### PROBLEM TO WORK ON
Apart from the pictures, every line below needs to be reproduced verbatim.

### TASK INPUT
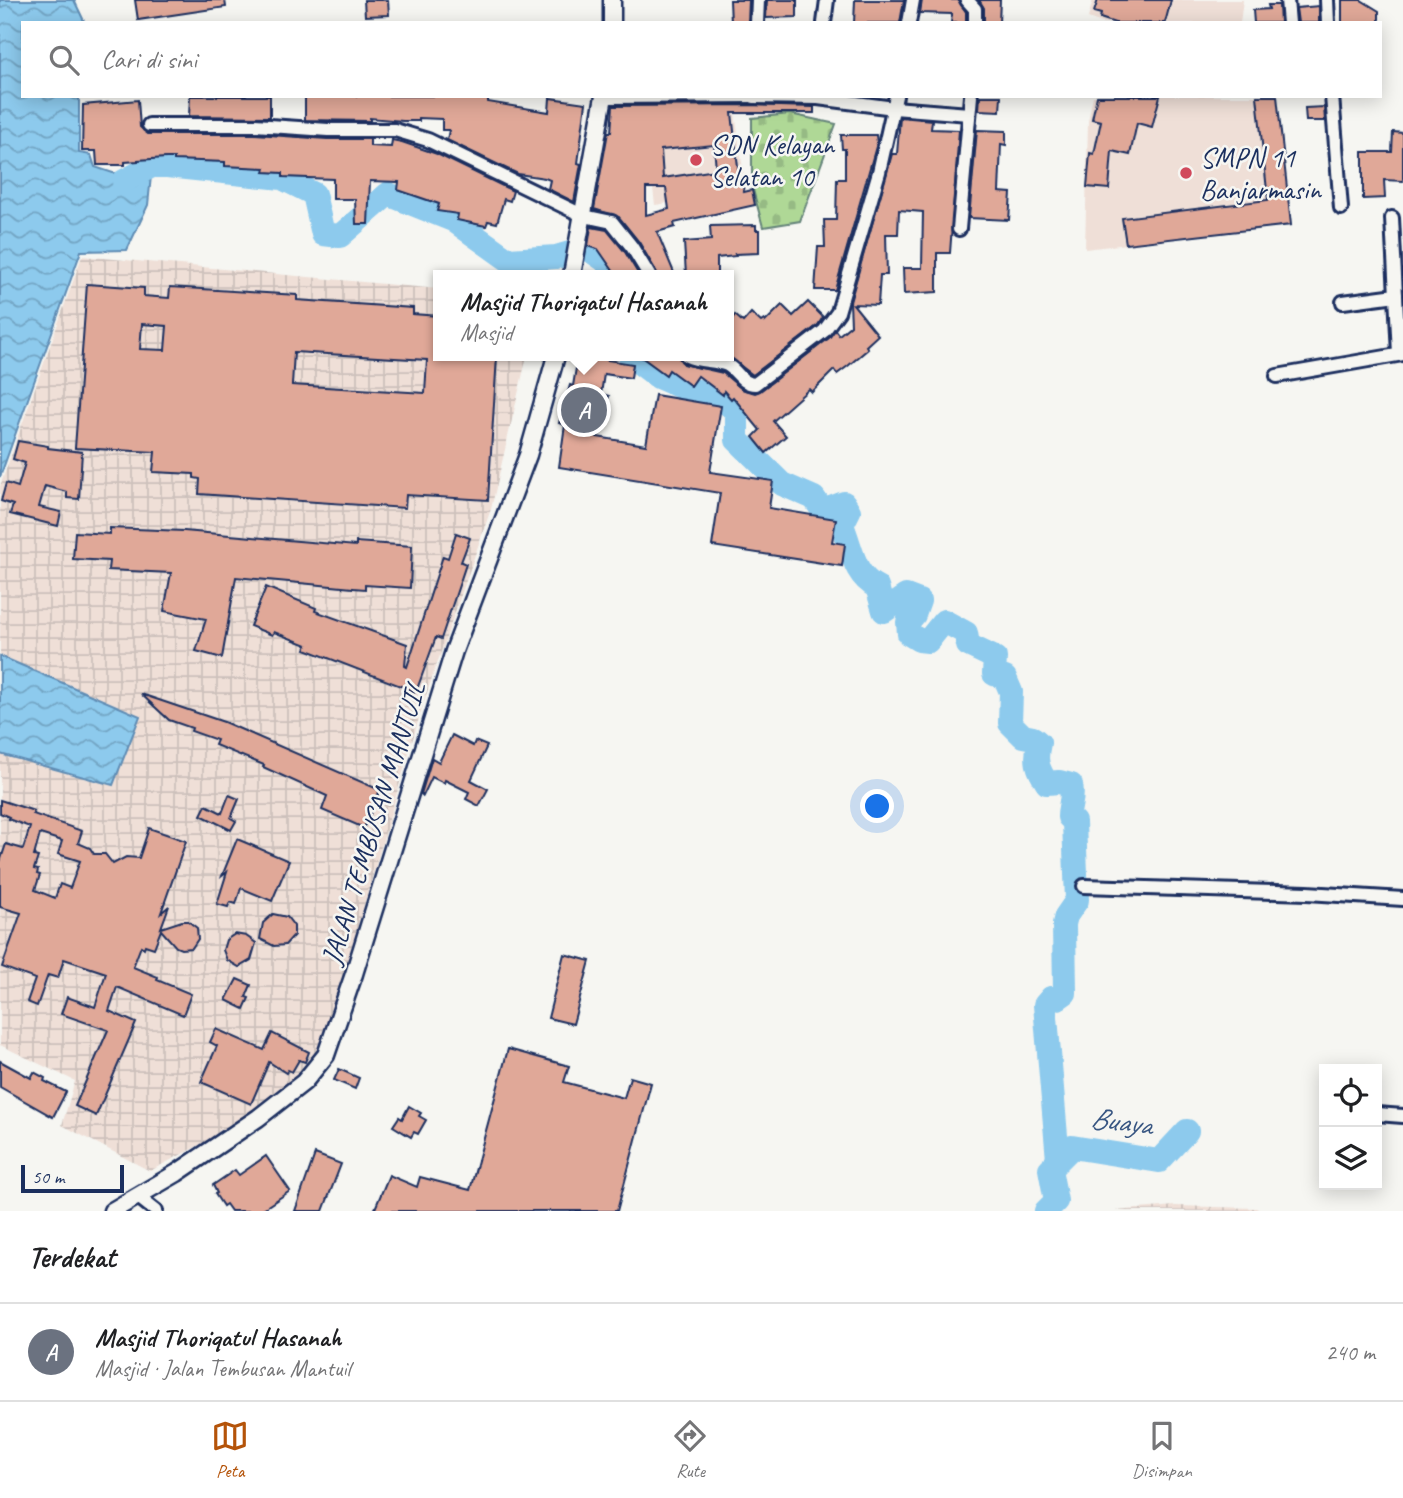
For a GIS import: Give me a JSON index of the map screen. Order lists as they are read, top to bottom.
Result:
{
  "streets": {
    "street": ["JALAN TEMBUSAN MANTUIL"]
  },
  "water": ["Buaya"],
  "places": ["SDN Kelayan Selatan 10", "SMPN 11 Banjarmasin"],
  "scale_bar": "50 m",
  "page": {
    "search": "Cari di sini",
    "popup": ["Masjid Thoriqatul Hasanah", "Masjid"],
    "pins": "A",
    "scale": "50 m",
    "heading": "Terdekat",
    "list": [
      {
        "mark": "A",
        "name": "Masjid Thoriqatul Hasanah",
        "note": "Masjid · Jalan Tembusan Mantuil",
        "value": "240 m"
      }
    ],
    "nav": ["Peta", "Rute", "Disimpan"]
  }
}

### SOLUTION TO THIS EXERCISE
For a GIS import: Give me a JSON index of the map screen. Order lists as they are read, top to bottom.
Result:
{
  "streets": {
    "street": ["JALAN TEMBUSAN MANTUIL"]
  },
  "water": ["Buaya"],
  "places": ["SDN Kelayan Selatan 10", "SMPN 11 Banjarmasin"],
  "scale_bar": "50 m",
  "page": {
    "search": "Cari di sini",
    "popup": ["Masjid Thoriqatul Hasanah", "Masjid"],
    "pins": "A",
    "scale": "50 m",
    "heading": "Terdekat",
    "list": [
      {
        "mark": "A",
        "name": "Masjid Thoriqatul Hasanah",
        "note": "Masjid · Jalan Tembusan Mantuil",
        "value": "240 m"
      }
    ],
    "nav": ["Peta", "Rute", "Disimpan"]
  }
}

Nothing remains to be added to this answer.